- un toit tout vert - hippocamp29 - Flickr
La France commence lentement à rattraper son retard sur nos voisins autrichiens, suisses et allemands déjà convaincus depuis longtemps par les atouts du toit végétal. En 2008, le marché a augmenté chez nous de 50%. Cette tendance s'affirme à la hausse.
Comment ça marche?
Sur le bois, l'acier ou le béton constituant le support, on pose en premier lieu un pare-feu et une isolation thermique. Puis, un produit bitumeux qui servira à l’étanchéité, sur lequel prendront place la végétation sur son substrat, composé de différents types de minéraux pour assurer l’enracinement des plantes et leur perpétuation.
Sous le substrat, un système de drainage permet l’écoulement des surplus d’eau soit vers l’écoulement du toit, soit vers un réservoir d’eau. Un tissu géotextile imputrescible très dense assure le filtrage et empêche que des particules de substrat ne pénètrent la couche de drainage. Puis, on installe les plantes.
Dans quel cas l’utiliser?
Il faut s’assurer que la charpente supportera le poids supplémentaire, sachant qu’elle s’alourdira d’environ 30 à 100 kg par m2 suivant le système choisi. S’il y a des tuiles, elles devront être enlevées et remplacées par un matériau plus léger et parfois, il faudra renforcer la charpente.
La mise en place sera la plus aisée sur les toits dits en terrasses (toit plats) et sur les toits en pente jusqu’à 30% de déclivité. Pour les inclinaisons plus fortes, il faudra faire une étude, sachant qu’au delà de 45% de pente, cela devient très compliqué.
Dans tous les cas, l’aide d’un professionnel est fortement recommandée. Le travail en hauteur n’est pas adapté à tout le monde et même s’il existe des bacs pré-cultivés, les problèmes d’étanchéité nécessitent souvent des compétences particulières. Si vous voulez cependant vous lancer, commencez par la cabane de jardin ou un box de voiture.
Combien ça coûte?
Comptez une moyenne entre 50 et 150 € HT/m2. Renseignez sur les subventions accordées par certaines collectivités locales telles que le Conseil général ou le Conseil régional. Le crédit d’impôts ne s’applique pas à ces travaux.
N’hésitez pas à faire établir plusieurs devis concurrentiels car d’une entreprise à l’autre les prix peuvent varier du simple au triple. D’autre part, chaque société ayant sa propre technique (toiture végétalisée extensive ou intensive, type de plantes, type de substrat, poids à saturation d’eau etc…), vous trouverez celle qui est la mieux adaptée à votre cas.
Et n’oubliez pas la déclaration en mairie car la pose d’un toit végétal est considéré comme un travail de rénovation complète de toiture.
Avantages et inconvénients
Le défaut principal se tient dans le prix.
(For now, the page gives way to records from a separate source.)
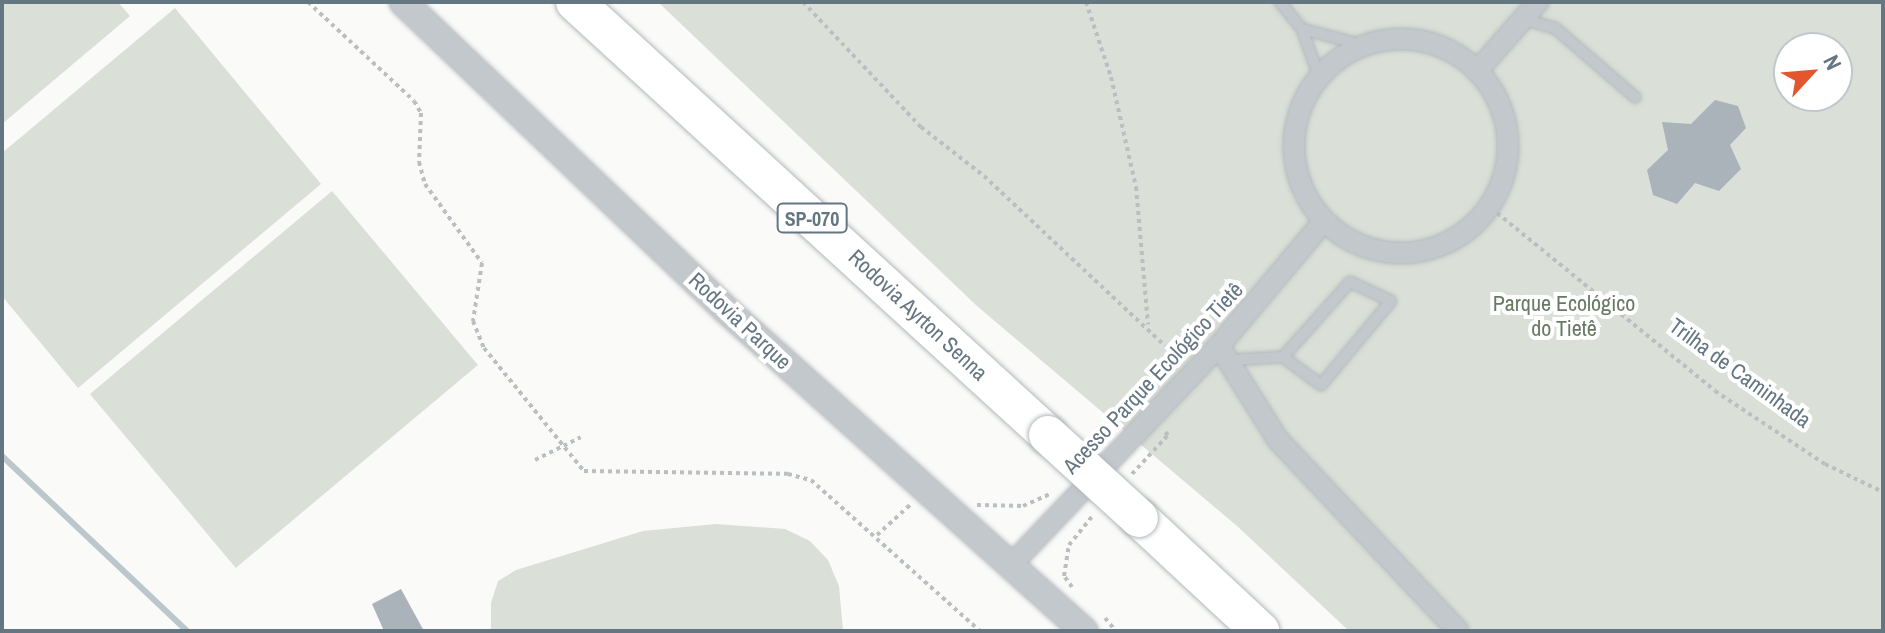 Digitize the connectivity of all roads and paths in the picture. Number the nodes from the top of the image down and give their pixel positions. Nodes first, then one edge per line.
1 (308, 2) edge
2 (403, 2) edge
3 (575, 2) edge
4 (803, 2) edge
5 (1086, 2) edge
6 (1280, 2) edge
7 (1538, 2) edge
8 (1523, 19) junction
9 (1302, 29) junction
10 (1363, 45) junction
11 (1478, 70) junction
12 (1318, 74) junction
13 (1635, 97) dead end
14 (1491, 208) junction
15 (1324, 221) junction
16 (1148, 326) junction
17 (1224, 353) junction
18 (1283, 357) junction
19 (1193, 373) junction
20 (581, 437) dead end
21 (562, 446) junction
22 (535, 460) dead end
23 (928, 489) junction
24 (1883, 492) edge
25 (877, 535) junction
26 (1012, 564) junction
27 (980, 631) edge
28 (1084, 631) edge
29 (1260, 631) edge
30 (1458, 631) edge

1 - 21 path
2 - 23 street, Rodovia Parque
3 - 29 highway, Rodovia Ayrton Senna / SP-070, bridge
4 - 16 path
5 - 16 path
6 - 9 lane
7 - 8 street
8 - 11 street
8 - 13 lane
9 - 10 lane
9 - 12 lane
10 - 11 street
10 - 12 street
11 - 14 street
12 - 15 street
14 - 15 street
14 - 24 path, Trilha de Caminhada
15 - 17 street, Acesso Parque Ecológico Tietê
16 - 19 path
17 - 18 lane
17 - 19 street, Acesso Parque Ecológico Tietê
17 - 30 street
18 - 18 lane
19 - 26 street, Acesso Parque Ecológico Tietê
20 - 21 path
21 - 22 path
21 - 25 path
23 - 25 path
23 - 26 street, Rodovia Parque
25 - 27 path
26 - 28 street, Rodovia Parque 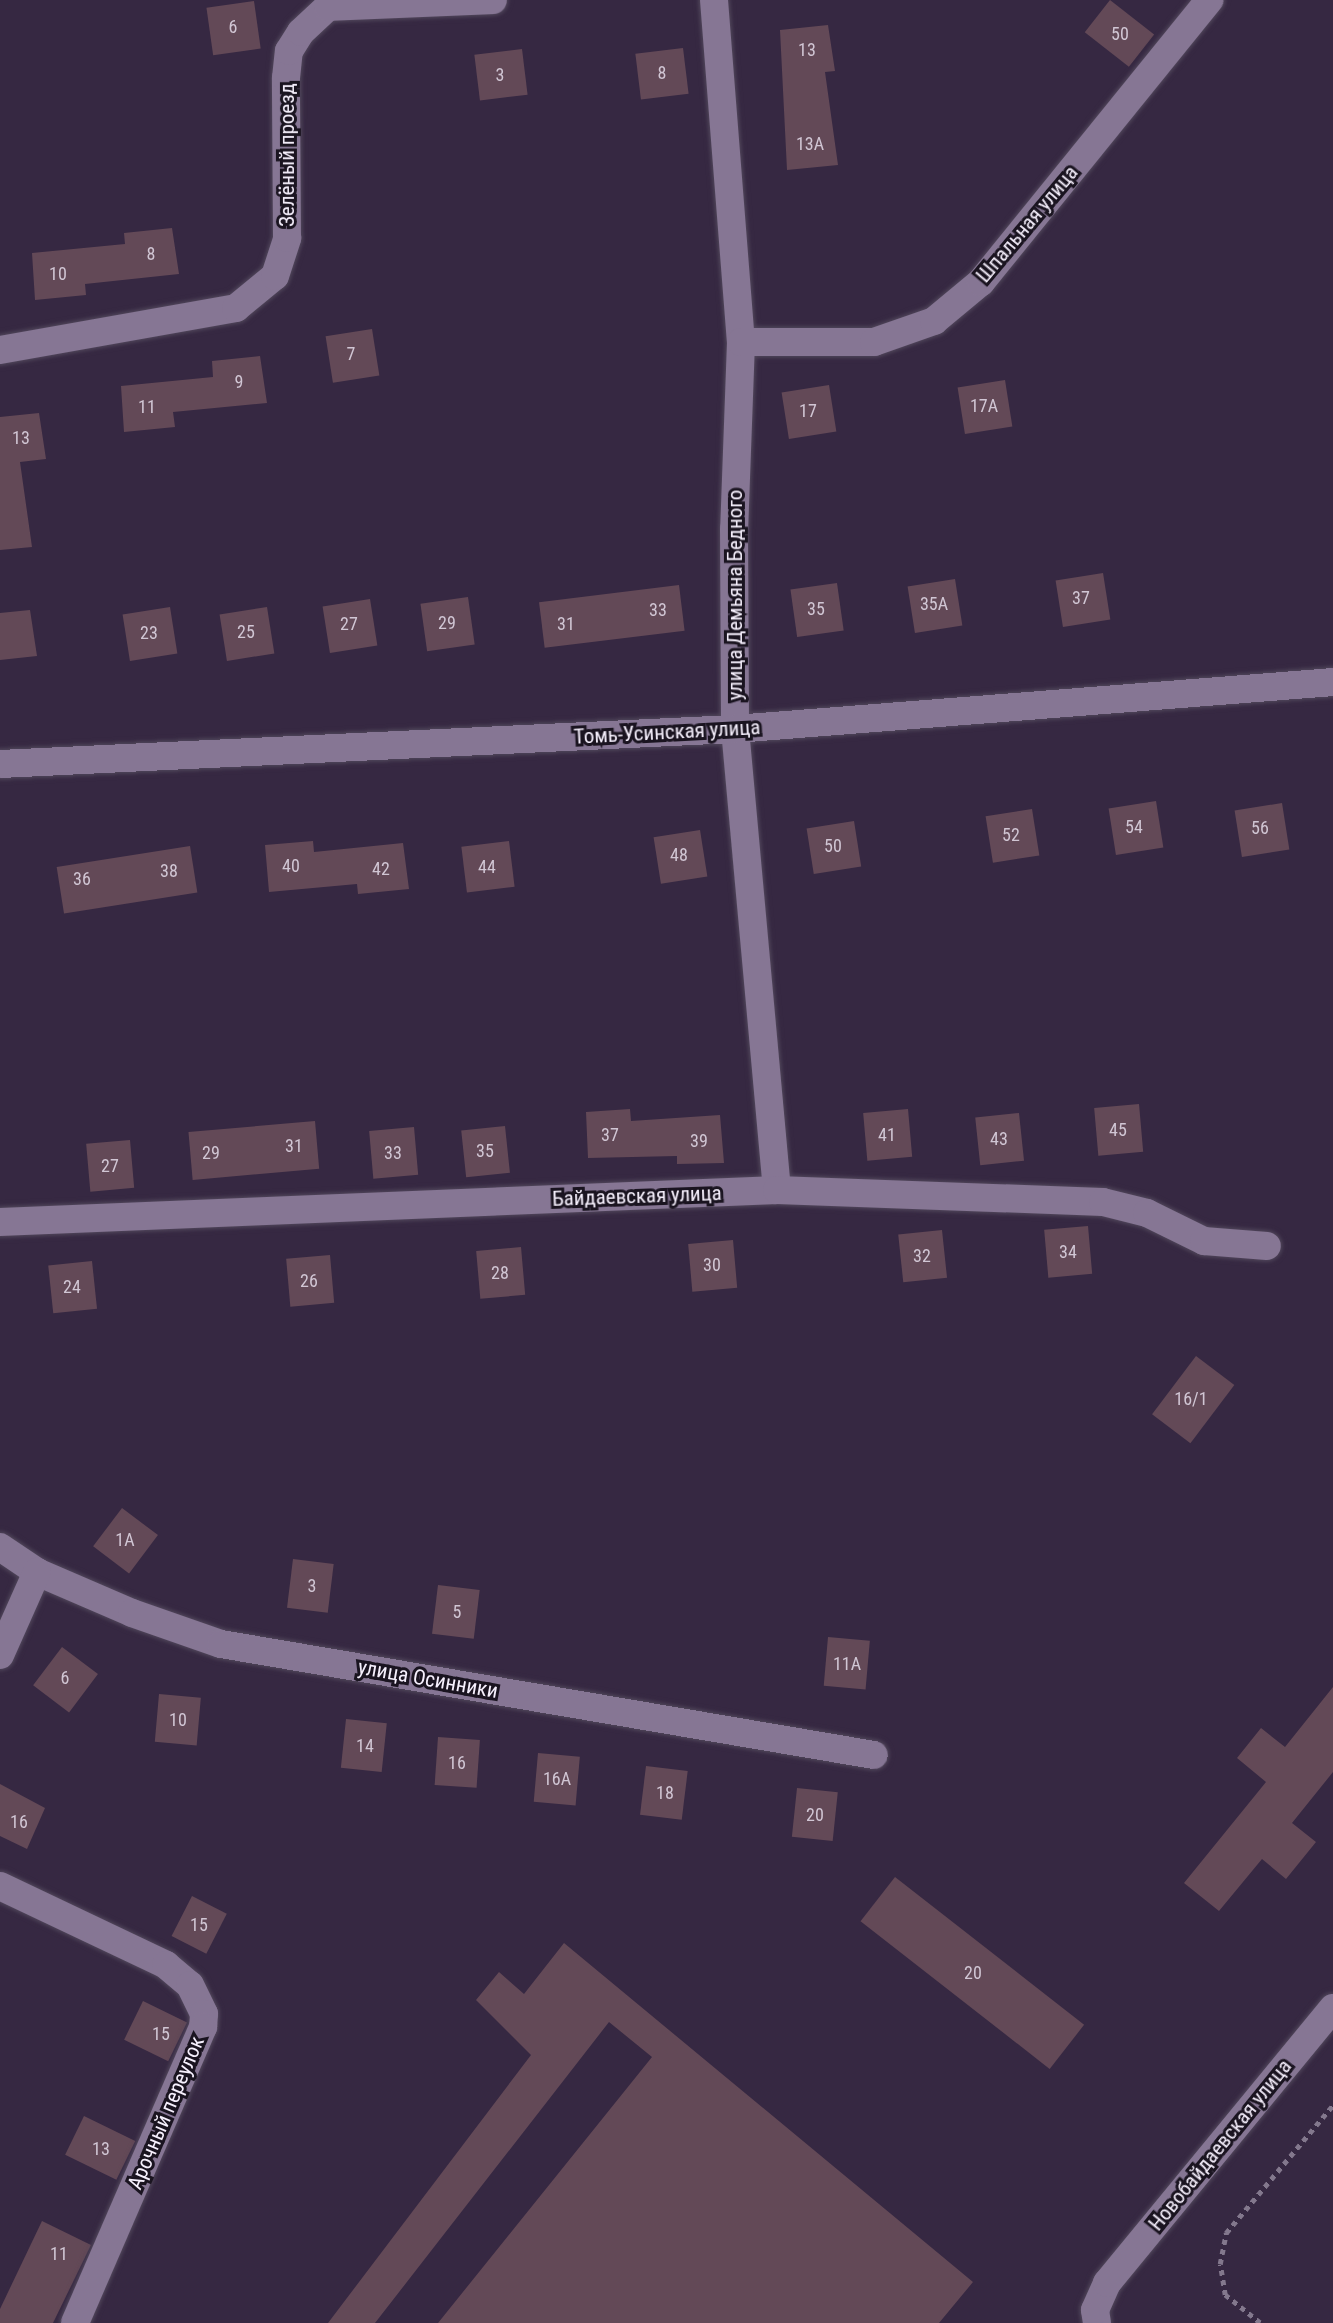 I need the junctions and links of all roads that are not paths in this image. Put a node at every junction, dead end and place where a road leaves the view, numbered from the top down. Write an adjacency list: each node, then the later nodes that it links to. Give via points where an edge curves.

On peut aussi y ajouter la surcharge pondérale sur la charpente et l’entretien car même s’il est réduit, un toit végétal demande des soins. Toutefois, ces inconvénients seront largement compensés par les nombreux avantages que présente cette technique:
- Esthétique: rien de mieux pour s’harmoniser avec le paysage. La végétation suivra le rythme des saisons, en grandissant, fleurissant et changeant de couleur avec le reste de la nature. De plus, la biodiversité y trouvera son compte. Oiseaux, papillons, abeilles viendront en profiter.
- Longévité: grâce à la végétation qui l’habite, la toiture est protégée de la chaleur et des UV ainsi que bien plus étanche qu’une couverture ordinaire. On peut lui compter une durée de vie de 30 à 40 ans, ce qui est supérieur à la moyenne des toitures. En régulant les variations de température, la toiture végétalisée évite les chocs thermiques, cause de dégradations mécaniques comme la dilatation ou le retrait. Elle protège également la couche d’étanchéité du toit des rayonnements et prolonge ainsi la vie du bâtiment.
- Diminution des nuisances sonores: les bruits d’impact de la pluie ou de la grêle seront assourdis par la végétation. Les bruits aériens le seront également.
- Impact écologique: la pluie absorbée est soit utilisée par les plantes, soit restituée par évaporation. Cela permet une humidification de l’air urbain, un meilleur drainage et une réduction de l’engorgement des canalisations. Quant aux particules de pollution, elles sont filtrées par la végétation, ce qui améliore la qualité de l’air et aide à lutter contre l’effet de serre.